Document the governance strategy for rendering databases as OBO

Note: it is acceptable to close this and say this project is not intended to represent consensus mapping of databases to OBO. I think that would be a wasted opportunity and we should be moving this towards a community standard.

When OBO-izing a database, there are many decisions that are made, either explicitly or implicitly. These have long term consequences for us.

Identifiers: do ECs have dashes in them?
Terminological: What gets the primary label: symbol or full name?
Metadata: What kinds of textual information is included, what is excluded? Definitions?
Ontological: What is the relationship between a gene, an EC, and a RHEA? (see this diagram)
Ismorphism: To what extent do we retain isomorphism with source vs introducing additional information that is useful in an OBO context (lots of examples here: https://github.com/obophenotype/ncbitaxon/issues)
Principles / Guidelines: What is best practice? When is OBO followed, when is it not suitable?

Some of these decisions can be punted elsewhere; identifiers can largely be punted to bioregistry.
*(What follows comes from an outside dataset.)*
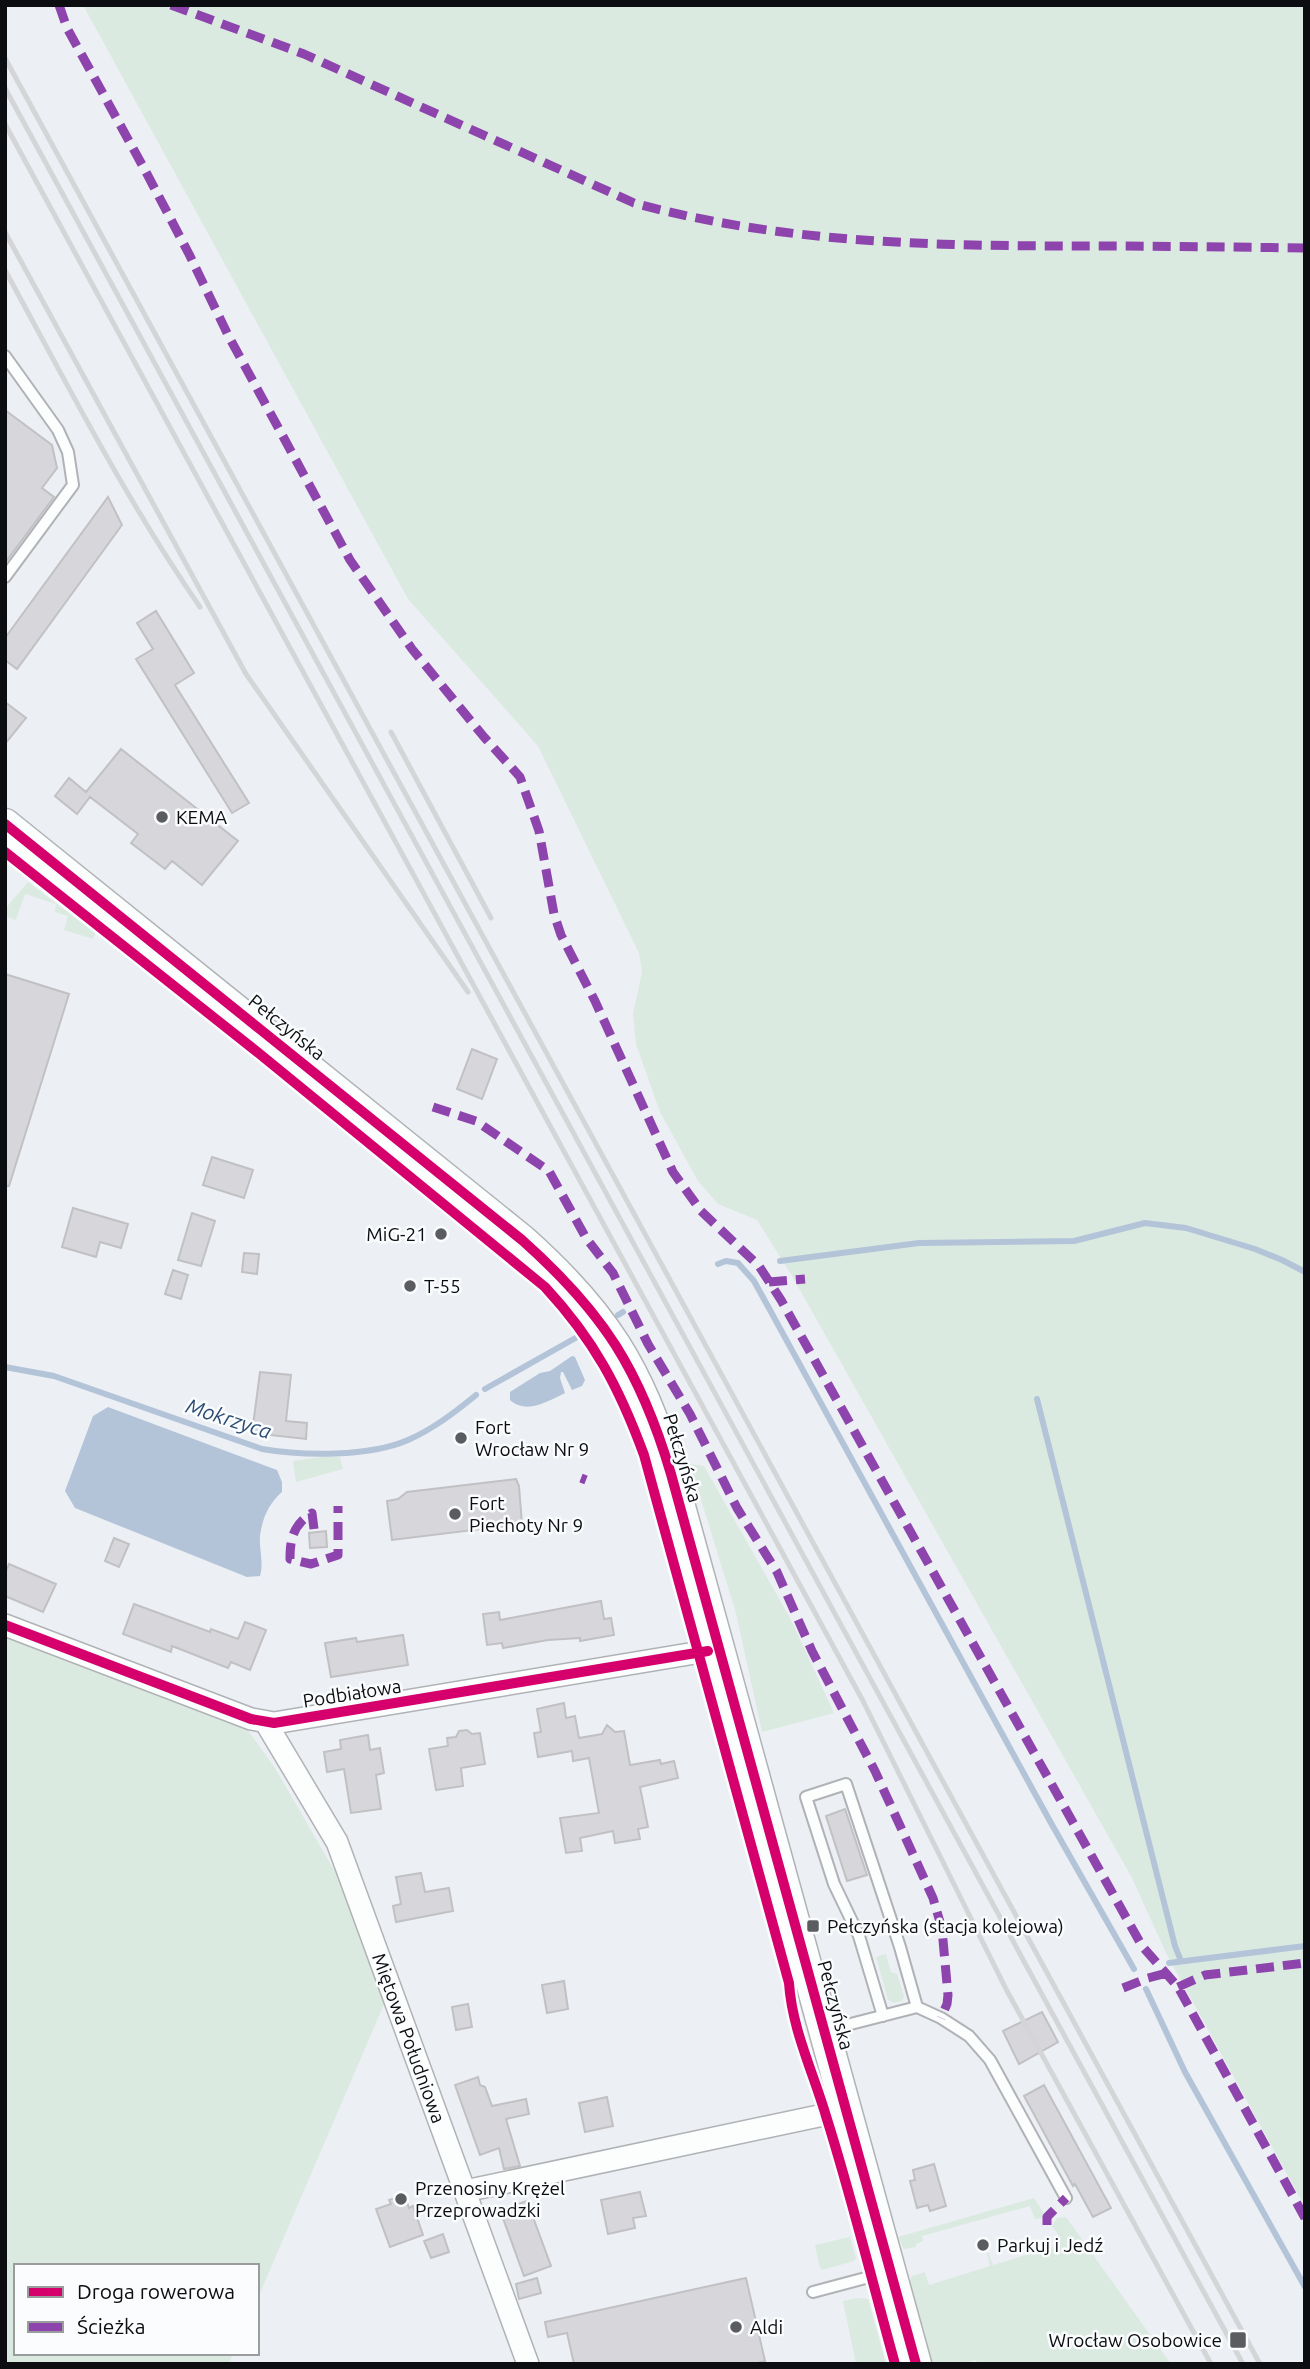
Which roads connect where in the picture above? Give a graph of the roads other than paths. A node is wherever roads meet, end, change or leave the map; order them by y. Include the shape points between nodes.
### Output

As far as general principles, I believe that here there is a general best-effort (if unstated) to conform to OBO principles. However, as per slide 43 from my databases as OBO deck I don't think it makes sense to blindly apply OBO principles to OBOized databases. I think there are probably many lessons learned from existing efforts in the obo-db-ingest project that could be explicitly articulated for parallel guidelines.

I think there are some very practical OBO principles that should be adhered to, such as: entries should as far as possible have labels: https://github.com/biopragmatics/pyobo/issues/169

There are modeling decisions that are made that are potentially very impactful in terms of constraining how the OBO products are used. For example, when using a RO relation to link two entities (e.g. https://github.com/pyobo/pyobo/pull/168#issuecomment-1918097635) this basically injects a superclass into both sides of the relation. You are making a statement on behalf of the resource about what kind of thing they represent. This is a form of axiom injection.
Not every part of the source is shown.